— Excerpted records —
_____
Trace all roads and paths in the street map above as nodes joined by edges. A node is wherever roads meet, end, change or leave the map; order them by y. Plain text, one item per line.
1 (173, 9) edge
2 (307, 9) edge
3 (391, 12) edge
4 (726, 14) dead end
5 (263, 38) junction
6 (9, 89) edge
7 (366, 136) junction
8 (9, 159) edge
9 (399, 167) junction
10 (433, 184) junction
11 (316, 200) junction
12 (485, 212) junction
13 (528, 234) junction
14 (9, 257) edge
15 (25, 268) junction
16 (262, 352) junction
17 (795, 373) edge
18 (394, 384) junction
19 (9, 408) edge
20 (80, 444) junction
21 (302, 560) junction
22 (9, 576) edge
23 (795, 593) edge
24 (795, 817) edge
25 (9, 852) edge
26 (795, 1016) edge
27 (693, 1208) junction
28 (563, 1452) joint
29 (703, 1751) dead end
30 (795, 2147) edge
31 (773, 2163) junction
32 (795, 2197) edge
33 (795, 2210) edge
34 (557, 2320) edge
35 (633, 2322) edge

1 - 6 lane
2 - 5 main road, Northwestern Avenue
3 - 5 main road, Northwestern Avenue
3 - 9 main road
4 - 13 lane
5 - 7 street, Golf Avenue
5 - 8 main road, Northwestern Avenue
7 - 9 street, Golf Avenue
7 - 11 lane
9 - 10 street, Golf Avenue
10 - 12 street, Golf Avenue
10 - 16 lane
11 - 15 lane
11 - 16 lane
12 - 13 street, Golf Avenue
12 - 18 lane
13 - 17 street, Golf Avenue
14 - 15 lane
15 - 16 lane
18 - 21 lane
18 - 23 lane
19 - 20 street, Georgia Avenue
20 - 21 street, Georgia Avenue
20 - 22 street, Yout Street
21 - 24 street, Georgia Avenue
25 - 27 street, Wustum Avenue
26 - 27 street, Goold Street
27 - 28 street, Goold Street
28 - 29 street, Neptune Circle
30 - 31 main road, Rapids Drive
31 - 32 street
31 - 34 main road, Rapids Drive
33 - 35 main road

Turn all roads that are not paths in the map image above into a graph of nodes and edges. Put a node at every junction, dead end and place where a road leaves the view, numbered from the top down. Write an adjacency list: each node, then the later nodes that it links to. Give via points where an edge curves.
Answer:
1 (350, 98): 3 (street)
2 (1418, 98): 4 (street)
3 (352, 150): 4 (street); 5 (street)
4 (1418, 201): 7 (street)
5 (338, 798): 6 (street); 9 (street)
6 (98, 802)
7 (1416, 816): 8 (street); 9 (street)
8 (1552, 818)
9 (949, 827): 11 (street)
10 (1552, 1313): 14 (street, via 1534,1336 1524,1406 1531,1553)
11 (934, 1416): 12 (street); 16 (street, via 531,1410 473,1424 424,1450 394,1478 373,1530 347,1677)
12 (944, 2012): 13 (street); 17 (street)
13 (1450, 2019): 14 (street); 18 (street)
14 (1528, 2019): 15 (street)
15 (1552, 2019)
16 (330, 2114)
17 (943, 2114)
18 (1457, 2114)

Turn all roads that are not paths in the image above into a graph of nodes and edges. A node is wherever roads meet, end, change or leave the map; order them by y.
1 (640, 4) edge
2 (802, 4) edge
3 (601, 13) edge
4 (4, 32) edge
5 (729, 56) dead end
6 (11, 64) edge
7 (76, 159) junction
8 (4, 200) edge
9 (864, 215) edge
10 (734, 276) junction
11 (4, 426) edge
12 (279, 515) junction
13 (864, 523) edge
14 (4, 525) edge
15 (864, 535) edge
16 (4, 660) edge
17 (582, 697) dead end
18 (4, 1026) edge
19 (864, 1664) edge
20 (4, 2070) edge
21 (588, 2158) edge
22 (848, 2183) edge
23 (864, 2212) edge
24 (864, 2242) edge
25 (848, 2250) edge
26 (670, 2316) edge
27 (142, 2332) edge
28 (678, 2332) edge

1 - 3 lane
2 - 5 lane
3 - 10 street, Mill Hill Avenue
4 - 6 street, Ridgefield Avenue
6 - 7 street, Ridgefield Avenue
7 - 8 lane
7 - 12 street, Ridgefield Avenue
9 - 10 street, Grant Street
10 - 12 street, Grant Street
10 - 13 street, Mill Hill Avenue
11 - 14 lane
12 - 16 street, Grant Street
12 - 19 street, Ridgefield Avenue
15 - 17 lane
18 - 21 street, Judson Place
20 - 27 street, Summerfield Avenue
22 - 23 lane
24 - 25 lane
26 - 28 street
_____
Without any change, reproduce the data in full.

Trace all roads and paths in the street map above as nodes joined by edges. A node is wherever roads meet, end, change or leave the map; order them by y. Plain text, one item per line.
1 (173, 9) edge
2 (307, 9) edge
3 (391, 12) edge
4 (726, 14) dead end
5 (263, 38) junction
6 (9, 89) edge
7 (366, 136) junction
8 (9, 159) edge
9 (399, 167) junction
10 (433, 184) junction
11 (316, 200) junction
12 (485, 212) junction
13 (528, 234) junction
14 (9, 257) edge
15 (25, 268) junction
16 (262, 352) junction
17 (795, 373) edge
18 (394, 384) junction
19 (9, 408) edge
20 (80, 444) junction
21 (302, 560) junction
22 (9, 576) edge
23 (795, 593) edge
24 (795, 817) edge
25 (9, 852) edge
26 (795, 1016) edge
27 (693, 1208) junction
28 (563, 1452) joint
29 (703, 1751) dead end
30 (795, 2147) edge
31 (773, 2163) junction
32 (795, 2197) edge
33 (795, 2210) edge
34 (557, 2320) edge
35 (633, 2322) edge

1 - 6 lane
2 - 5 main road, Northwestern Avenue
3 - 5 main road, Northwestern Avenue
3 - 9 main road
4 - 13 lane
5 - 7 street, Golf Avenue
5 - 8 main road, Northwestern Avenue
7 - 9 street, Golf Avenue
7 - 11 lane
9 - 10 street, Golf Avenue
10 - 12 street, Golf Avenue
10 - 16 lane
11 - 15 lane
11 - 16 lane
12 - 13 street, Golf Avenue
12 - 18 lane
13 - 17 street, Golf Avenue
14 - 15 lane
15 - 16 lane
18 - 21 lane
18 - 23 lane
19 - 20 street, Georgia Avenue
20 - 21 street, Georgia Avenue
20 - 22 street, Yout Street
21 - 24 street, Georgia Avenue
25 - 27 street, Wustum Avenue
26 - 27 street, Goold Street
27 - 28 street, Goold Street
28 - 29 street, Neptune Circle
30 - 31 main road, Rapids Drive
31 - 32 street
31 - 34 main road, Rapids Drive
33 - 35 main road

Turn all roads that are not paths in the map image above into a graph of nodes and edges. Put a node at every junction, dead end and place where a road leaves the view, numbered from the top down. Write an adjacency list: each node, then the later nodes that it links to. Give via points where an edge curves.
Answer:
1 (350, 98): 3 (street)
2 (1418, 98): 4 (street)
3 (352, 150): 4 (street); 5 (street)
4 (1418, 201): 7 (street)
5 (338, 798): 6 (street); 9 (street)
6 (98, 802)
7 (1416, 816): 8 (street); 9 (street)
8 (1552, 818)
9 (949, 827): 11 (street)
10 (1552, 1313): 14 (street, via 1534,1336 1524,1406 1531,1553)
11 (934, 1416): 12 (street); 16 (street, via 531,1410 473,1424 424,1450 394,1478 373,1530 347,1677)
12 (944, 2012): 13 (street); 17 (street)
13 (1450, 2019): 14 (street); 18 (street)
14 (1528, 2019): 15 (street)
15 (1552, 2019)
16 (330, 2114)
17 (943, 2114)
18 (1457, 2114)

Turn all roads that are not paths in the image above into a graph of nodes and edges. A node is wherever roads meet, end, change or leave the map; order them by y.
1 (640, 4) edge
2 (802, 4) edge
3 (601, 13) edge
4 (4, 32) edge
5 (729, 56) dead end
6 (11, 64) edge
7 (76, 159) junction
8 (4, 200) edge
9 (864, 215) edge
10 (734, 276) junction
11 (4, 426) edge
12 (279, 515) junction
13 (864, 523) edge
14 (4, 525) edge
15 (864, 535) edge
16 (4, 660) edge
17 (582, 697) dead end
18 (4, 1026) edge
19 (864, 1664) edge
20 (4, 2070) edge
21 (588, 2158) edge
22 (848, 2183) edge
23 (864, 2212) edge
24 (864, 2242) edge
25 (848, 2250) edge
26 (670, 2316) edge
27 (142, 2332) edge
28 (678, 2332) edge

1 - 3 lane
2 - 5 lane
3 - 10 street, Mill Hill Avenue
4 - 6 street, Ridgefield Avenue
6 - 7 street, Ridgefield Avenue
7 - 8 lane
7 - 12 street, Ridgefield Avenue
9 - 10 street, Grant Street
10 - 12 street, Grant Street
10 - 13 street, Mill Hill Avenue
11 - 14 lane
12 - 16 street, Grant Street
12 - 19 street, Ridgefield Avenue
15 - 17 lane
18 - 21 street, Judson Place
20 - 27 street, Summerfield Avenue
22 - 23 lane
24 - 25 lane
26 - 28 street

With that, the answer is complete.